Am 13. März 2014 brennt die Große Halle des BAC aus. Vermutlich ein Kurzschluss im Dach, genauere Erkenntnisse kann auch eine brandtechnische Untersuchung nicht liefern. Dieses Ereignis hätte das Ende des Theaters sein können – stattdessen markiert das Unglück seinen Aufschwung, besonders hinsichtlich der Architektur. Zu dem Zeitpunkt war das Architekturbüro Haworth and Tompkins, das seinen Sitz im Norden Londons hat, bereits seit etwa sieben Jahren mit dem BAC vertraut. Initiiert hatte die Zusammenarbeit von Theater und Architekten 2006 die Performance einer Theatergruppe, die das BAC als Ganzes bespielen wollte. Zu diesem Zweck galt es, die durch diverse An- und Umbauten verkomplizierte Wegführung in dem für eine Nutzung als Theater ohnehin nur mit Abstrichen nutzbaren Verwaltungsbau zu ordnen. Auf minimale Eingriffe, die es jeweils mit geringst möglichem Budget auszuführen galt, die manchmal nur auf dem Papier von den Architekten ersonnen und mit Pinsel und Pott, mit Säge und Hammer dann in Eigenregie von den Theaterleuten ausgeführt wurden, folgte ein großer Eingriff im Herzen des ehemaligen Rathauses, um das vormals ungenutzte Dach zu einer Büroetage auszubauen. Diese Umbaumaßnahmen waren in vollem Gange, als das Feuer ausbrach, blieben aber davon verschont. Die Aussage, „Glück im Unglück“ zu haben, beschreibt die Geschehnisse gut. Das Feuer zerstörte die stuckierte Gewölbedecke des Theatersaals, die gekrümmten Stahlträger verzwirbelte es wie Spaghetti im kochenden Wasser, diese rissen Teile der Seitenwände mit sich. Jedoch: Die Flammen schlugen nicht über die Giebel. Die bunte Glaskuppel der Oktogonhalle blieb unversehrt. Die Reparaturarbeiten außerhalb des Theatersaals beschränkten sich darauf, Ruß von den kunstvollen Bodenmosaiken und den Fresken an den Wänden zu beseitigen.
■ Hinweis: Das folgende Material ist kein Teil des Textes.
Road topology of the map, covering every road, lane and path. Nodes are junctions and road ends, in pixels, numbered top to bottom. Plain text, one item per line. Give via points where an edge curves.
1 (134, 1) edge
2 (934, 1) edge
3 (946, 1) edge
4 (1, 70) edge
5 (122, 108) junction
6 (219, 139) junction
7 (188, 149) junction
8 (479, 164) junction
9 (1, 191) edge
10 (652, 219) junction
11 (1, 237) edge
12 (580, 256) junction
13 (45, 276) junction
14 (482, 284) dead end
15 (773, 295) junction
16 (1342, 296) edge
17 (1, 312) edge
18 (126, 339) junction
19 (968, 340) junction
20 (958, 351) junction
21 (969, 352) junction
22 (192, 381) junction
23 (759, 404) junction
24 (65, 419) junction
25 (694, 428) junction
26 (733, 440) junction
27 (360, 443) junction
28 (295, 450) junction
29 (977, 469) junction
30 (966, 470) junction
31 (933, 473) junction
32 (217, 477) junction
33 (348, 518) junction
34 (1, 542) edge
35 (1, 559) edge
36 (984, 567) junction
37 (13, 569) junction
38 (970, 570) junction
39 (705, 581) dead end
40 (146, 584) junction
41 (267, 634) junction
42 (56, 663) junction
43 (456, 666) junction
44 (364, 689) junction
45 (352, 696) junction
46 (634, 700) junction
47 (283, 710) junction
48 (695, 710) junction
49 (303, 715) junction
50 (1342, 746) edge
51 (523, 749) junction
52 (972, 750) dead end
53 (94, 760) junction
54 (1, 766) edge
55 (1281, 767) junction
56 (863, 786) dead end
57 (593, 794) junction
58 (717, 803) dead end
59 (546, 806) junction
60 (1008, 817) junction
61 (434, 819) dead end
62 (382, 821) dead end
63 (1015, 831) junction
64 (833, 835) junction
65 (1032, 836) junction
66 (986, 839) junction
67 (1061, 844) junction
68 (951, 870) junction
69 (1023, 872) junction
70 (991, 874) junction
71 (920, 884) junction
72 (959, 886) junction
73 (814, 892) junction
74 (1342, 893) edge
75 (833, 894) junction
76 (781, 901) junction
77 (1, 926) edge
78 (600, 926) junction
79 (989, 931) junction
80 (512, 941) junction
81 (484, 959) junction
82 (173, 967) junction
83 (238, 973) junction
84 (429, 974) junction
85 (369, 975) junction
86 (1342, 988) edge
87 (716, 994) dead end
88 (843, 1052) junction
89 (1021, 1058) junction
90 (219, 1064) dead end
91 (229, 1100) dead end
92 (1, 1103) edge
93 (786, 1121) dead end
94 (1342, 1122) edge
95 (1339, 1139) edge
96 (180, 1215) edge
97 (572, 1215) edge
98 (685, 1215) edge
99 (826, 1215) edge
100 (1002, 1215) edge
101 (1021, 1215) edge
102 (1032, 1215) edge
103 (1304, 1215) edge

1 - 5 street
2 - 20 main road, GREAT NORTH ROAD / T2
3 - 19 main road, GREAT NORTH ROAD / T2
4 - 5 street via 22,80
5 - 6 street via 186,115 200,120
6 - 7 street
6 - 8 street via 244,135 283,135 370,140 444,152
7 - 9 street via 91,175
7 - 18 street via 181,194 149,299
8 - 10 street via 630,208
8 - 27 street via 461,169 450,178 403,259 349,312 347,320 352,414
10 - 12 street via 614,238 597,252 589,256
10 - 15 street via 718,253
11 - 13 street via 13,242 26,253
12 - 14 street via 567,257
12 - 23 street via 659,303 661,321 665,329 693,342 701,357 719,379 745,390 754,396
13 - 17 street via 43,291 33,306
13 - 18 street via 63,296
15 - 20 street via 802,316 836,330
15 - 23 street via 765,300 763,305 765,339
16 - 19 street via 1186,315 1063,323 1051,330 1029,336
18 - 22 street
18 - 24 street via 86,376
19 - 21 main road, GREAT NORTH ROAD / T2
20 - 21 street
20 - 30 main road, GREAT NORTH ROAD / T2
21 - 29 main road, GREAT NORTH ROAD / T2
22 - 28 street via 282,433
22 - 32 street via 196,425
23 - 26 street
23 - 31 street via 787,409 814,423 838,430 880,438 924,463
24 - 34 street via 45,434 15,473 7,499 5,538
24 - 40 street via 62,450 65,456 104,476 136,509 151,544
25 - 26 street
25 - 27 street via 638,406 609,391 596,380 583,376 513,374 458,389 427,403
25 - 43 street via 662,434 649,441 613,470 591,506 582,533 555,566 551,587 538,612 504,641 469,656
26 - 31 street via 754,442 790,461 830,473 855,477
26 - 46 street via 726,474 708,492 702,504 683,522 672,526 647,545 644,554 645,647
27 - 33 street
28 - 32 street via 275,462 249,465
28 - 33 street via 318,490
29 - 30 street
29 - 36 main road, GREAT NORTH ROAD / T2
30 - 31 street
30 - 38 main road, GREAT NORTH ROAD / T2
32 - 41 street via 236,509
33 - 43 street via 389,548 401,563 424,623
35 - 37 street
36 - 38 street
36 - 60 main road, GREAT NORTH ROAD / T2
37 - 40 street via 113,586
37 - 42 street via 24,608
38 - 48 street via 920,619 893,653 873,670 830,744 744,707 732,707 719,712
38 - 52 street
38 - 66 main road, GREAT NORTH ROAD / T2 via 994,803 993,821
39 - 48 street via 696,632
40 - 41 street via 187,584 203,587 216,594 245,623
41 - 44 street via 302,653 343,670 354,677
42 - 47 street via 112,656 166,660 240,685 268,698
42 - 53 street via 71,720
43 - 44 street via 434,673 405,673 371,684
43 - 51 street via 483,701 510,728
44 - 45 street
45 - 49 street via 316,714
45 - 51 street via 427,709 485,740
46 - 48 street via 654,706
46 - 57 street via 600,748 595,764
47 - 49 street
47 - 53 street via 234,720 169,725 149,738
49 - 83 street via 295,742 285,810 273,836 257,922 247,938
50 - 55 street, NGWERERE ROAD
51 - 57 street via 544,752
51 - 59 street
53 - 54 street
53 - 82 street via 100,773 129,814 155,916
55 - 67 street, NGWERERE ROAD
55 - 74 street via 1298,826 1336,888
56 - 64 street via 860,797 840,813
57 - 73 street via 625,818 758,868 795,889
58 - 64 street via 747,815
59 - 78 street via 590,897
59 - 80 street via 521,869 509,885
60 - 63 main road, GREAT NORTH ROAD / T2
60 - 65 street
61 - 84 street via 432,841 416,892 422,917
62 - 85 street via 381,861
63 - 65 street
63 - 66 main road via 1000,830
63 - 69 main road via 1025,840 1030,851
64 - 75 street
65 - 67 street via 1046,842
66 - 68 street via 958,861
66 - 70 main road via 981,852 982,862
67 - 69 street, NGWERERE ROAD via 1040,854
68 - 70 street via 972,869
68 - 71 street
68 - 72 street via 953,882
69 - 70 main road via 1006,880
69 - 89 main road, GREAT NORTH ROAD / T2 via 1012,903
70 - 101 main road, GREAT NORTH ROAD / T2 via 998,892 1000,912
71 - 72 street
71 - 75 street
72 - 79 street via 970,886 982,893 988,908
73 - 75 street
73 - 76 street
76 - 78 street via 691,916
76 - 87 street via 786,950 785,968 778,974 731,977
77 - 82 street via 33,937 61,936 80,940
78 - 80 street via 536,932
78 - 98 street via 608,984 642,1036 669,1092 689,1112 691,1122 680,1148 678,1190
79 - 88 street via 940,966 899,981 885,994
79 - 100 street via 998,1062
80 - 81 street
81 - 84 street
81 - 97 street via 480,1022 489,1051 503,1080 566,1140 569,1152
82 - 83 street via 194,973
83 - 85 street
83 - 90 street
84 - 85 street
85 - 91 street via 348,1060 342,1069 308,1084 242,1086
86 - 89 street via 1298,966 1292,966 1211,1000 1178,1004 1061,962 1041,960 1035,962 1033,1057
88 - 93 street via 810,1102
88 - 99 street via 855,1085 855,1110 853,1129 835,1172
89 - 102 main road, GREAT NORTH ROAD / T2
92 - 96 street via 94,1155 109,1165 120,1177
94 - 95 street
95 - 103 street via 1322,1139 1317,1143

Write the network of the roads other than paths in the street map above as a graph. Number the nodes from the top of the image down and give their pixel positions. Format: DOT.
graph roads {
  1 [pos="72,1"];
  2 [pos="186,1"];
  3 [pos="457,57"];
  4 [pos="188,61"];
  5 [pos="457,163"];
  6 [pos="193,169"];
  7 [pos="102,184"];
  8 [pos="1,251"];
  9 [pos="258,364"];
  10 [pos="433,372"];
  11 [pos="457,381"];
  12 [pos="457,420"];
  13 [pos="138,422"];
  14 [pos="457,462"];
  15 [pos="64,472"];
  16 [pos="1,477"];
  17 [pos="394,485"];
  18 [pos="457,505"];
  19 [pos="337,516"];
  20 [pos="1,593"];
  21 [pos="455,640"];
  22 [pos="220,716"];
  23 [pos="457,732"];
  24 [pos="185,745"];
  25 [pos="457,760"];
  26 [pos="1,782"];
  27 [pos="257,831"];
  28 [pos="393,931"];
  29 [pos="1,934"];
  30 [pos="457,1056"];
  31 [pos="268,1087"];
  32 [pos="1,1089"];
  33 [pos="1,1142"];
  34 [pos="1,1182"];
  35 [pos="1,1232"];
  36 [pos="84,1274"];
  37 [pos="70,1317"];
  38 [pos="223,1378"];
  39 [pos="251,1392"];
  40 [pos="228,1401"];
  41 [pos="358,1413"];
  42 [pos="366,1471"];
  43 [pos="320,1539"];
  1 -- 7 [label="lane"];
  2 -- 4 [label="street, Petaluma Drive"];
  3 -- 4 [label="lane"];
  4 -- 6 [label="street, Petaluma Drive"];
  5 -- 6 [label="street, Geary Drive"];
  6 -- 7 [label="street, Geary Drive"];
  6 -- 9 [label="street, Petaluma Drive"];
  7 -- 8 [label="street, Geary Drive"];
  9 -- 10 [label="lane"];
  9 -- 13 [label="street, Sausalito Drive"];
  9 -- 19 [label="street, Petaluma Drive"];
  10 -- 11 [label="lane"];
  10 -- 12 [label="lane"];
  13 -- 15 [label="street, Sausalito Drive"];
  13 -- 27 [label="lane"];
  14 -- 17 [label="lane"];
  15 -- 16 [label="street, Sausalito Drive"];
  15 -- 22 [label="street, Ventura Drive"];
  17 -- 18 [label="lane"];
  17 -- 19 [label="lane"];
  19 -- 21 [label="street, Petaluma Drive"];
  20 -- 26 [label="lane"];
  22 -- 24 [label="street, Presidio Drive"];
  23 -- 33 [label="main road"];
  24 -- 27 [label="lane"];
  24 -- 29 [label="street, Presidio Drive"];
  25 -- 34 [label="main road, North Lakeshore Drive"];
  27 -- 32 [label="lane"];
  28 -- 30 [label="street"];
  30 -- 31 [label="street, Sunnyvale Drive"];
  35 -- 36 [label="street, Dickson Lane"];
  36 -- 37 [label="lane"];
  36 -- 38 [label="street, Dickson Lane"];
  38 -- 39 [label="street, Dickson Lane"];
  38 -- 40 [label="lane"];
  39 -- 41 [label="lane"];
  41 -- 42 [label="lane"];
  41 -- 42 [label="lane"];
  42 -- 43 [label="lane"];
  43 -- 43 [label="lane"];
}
„Lavender Hill“, ein Euphemismus bestimmt, denn der Duft nach Lavendel scheint weit entfernt auf der Straße vor dem BAC. Aus der nachbarschaftlichen Seitenstraße, gesäumt von niedrigen Backstein-Reihenhäusern, kommend, ist es hier verblüffend städtisch, und die Rathausfassade strahlt prunkvoll, nicht nur dank der Neonbuchstaben, die vom Arts Centre künden. Das Gesamtpaket verblüfft mich. Im Foyer toben Kleinkinder zur Linken, bunte Bänder dekorieren die Decken, Absperrbänder von einer der letzten Vorführungen umwickeln die Säulen der zweiläufigen Marmortreppe im Atrium, und zur Rechten flirten zwei junge Damen mit dem Barmann im Theatercafé, das, mit einer bunten Assemblage abgebeizter Stühle und Tische bestückt, dem Flair einer Seemannskneipe nah kommt.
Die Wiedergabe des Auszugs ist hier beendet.